It's not like I don't see an outline of a good - or at least competent - story here, but the problem is that the book itself is so monumentally decompressed that, even in collected form, there is no way this storyline will take up more than twenty minutes of even the most scrupulous reader's time. As charitable as I sometimes would like to be to obviously talented creators, I have to remind myself that this ain't a chairty, this is $4 a pop for 22 pages - 22 beautifully colored pages, yes, but that color speeds by in a queasy blur when the plot is so skimpy it barely qualifies as stripper floss.

I am beginning to get the sinking feeling that the real reason this story is so painfully elongated is that Fraction is playing for time until Fear Itself kicks off and the "real" business begins. I admit to a small twinge of curiosity as to just how the major threads from the last year or so of Captain America, Thor and Iron Man are going to add up to a major crossover story, but the promo art and advance teasers I've seen haven't exactly set my world on fire. More than the story - of which I don't know enough to even begin to hazard a judgment - I am interested in seeing how Fraction (and Brubaker, since his Cap is feeding into the event too) is going to build his story. Even if I haven't been satisfied with much of his Marvel work, Fraction still retains enough in the way of mechanical skill when it comes to the nuts & bolts of plotting large-scale stories that, at the very least, I expect the event to be legible, which would be a significant improvement on the last few Marvel epics.

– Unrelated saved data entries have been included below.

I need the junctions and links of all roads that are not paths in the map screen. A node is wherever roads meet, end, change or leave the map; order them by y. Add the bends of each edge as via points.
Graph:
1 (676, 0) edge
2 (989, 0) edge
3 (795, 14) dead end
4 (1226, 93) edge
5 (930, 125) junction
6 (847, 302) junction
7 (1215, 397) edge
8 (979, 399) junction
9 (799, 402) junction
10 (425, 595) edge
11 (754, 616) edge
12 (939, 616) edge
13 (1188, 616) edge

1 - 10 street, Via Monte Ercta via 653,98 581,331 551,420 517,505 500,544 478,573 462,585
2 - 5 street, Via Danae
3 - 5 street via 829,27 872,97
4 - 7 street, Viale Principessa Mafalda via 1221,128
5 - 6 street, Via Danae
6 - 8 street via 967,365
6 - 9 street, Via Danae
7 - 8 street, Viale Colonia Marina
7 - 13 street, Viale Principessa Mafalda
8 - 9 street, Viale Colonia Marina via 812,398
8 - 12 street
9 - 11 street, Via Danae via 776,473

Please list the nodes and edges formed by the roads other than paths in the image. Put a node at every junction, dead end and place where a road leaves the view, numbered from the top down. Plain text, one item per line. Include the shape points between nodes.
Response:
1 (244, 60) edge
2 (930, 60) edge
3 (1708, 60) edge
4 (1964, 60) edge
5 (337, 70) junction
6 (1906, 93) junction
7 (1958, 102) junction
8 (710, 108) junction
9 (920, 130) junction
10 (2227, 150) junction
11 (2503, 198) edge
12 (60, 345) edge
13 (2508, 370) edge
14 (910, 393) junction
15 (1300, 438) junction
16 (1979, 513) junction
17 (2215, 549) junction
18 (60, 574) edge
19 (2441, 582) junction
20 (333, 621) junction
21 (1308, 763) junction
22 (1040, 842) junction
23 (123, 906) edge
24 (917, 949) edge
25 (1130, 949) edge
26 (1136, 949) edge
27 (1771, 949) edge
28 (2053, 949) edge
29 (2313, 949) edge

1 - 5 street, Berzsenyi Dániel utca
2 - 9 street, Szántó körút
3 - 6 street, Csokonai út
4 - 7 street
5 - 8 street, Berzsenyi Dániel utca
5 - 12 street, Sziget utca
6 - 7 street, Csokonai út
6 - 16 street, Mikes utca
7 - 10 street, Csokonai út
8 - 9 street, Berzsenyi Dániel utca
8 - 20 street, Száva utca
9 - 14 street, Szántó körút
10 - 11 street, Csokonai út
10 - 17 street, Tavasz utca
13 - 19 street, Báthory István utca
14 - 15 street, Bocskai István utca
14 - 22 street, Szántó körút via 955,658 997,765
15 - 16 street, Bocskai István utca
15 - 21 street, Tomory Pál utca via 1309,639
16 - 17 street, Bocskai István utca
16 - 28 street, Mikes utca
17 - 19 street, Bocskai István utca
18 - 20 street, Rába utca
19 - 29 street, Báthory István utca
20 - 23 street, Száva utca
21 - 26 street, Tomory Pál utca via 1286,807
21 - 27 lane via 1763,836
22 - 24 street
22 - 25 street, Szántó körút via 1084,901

We shall see: is it silly to expect a book specifically tailored for audience enjoyment be at least minimally enjoyable? We shall see.

Teen Titans #92


J.T. Krul was the man behind the mask for The Rise of Arsenal, perhaps the most widely mocked comic of the new decade. He is not a man who most would describe as being a particularly "good" writer, based on his most visible work. But his work on these last few issues of Teen Titans actually goes a ways towards establishing an alibi - were all the awful bits (basically the whole damn thing) in the Arsenal books simply the product of ham-fisted editorial fiat? Because his work on these last few issues has been, compared to those books, a revelation: well-defined characters with recognizable motivations, reasonably individuated dialogue, an actual ear for the kinds of things young adults might conceivably say to one another. Disposable villains, true, but more than enough of an excuse to give the protagonists the kind of obstacle that allows them the opportunity to interact in creative ways. Hardly rocket science, but good enough to make me do a triple take to ensure that the J.T. Krul on the writers' credits for these last few issues was indeed the same man whose name is on the dead cat heroin thing.

Part of the appeal, I am certain, is Nicola Scott's artwork. This woman can draw like a house on fire: she doesn't have any extraneous flashy style tics, just incredibly solid figurework and expressive faces and real bodies interacting in three-dimensional environments - even panel-to-panel continuity! It's so basic, so elementary, it's amazing it should be so rare, but here I am, jumping for joy because a B-list DC comic actually meets and even partially exceeds the bare minimum standards for competent entertainment. Not merely that, but the book is actually good - holy shit, a good Teen Titans comic in 2011? Next you're going to be telling me the moon landing wasn't a hoax.

So what does DC do after just a few issues of this dynamite new direction? Crappy artistic fill-in! Great job, guys . . . Drawing the Line at Keeping It Half-Assed.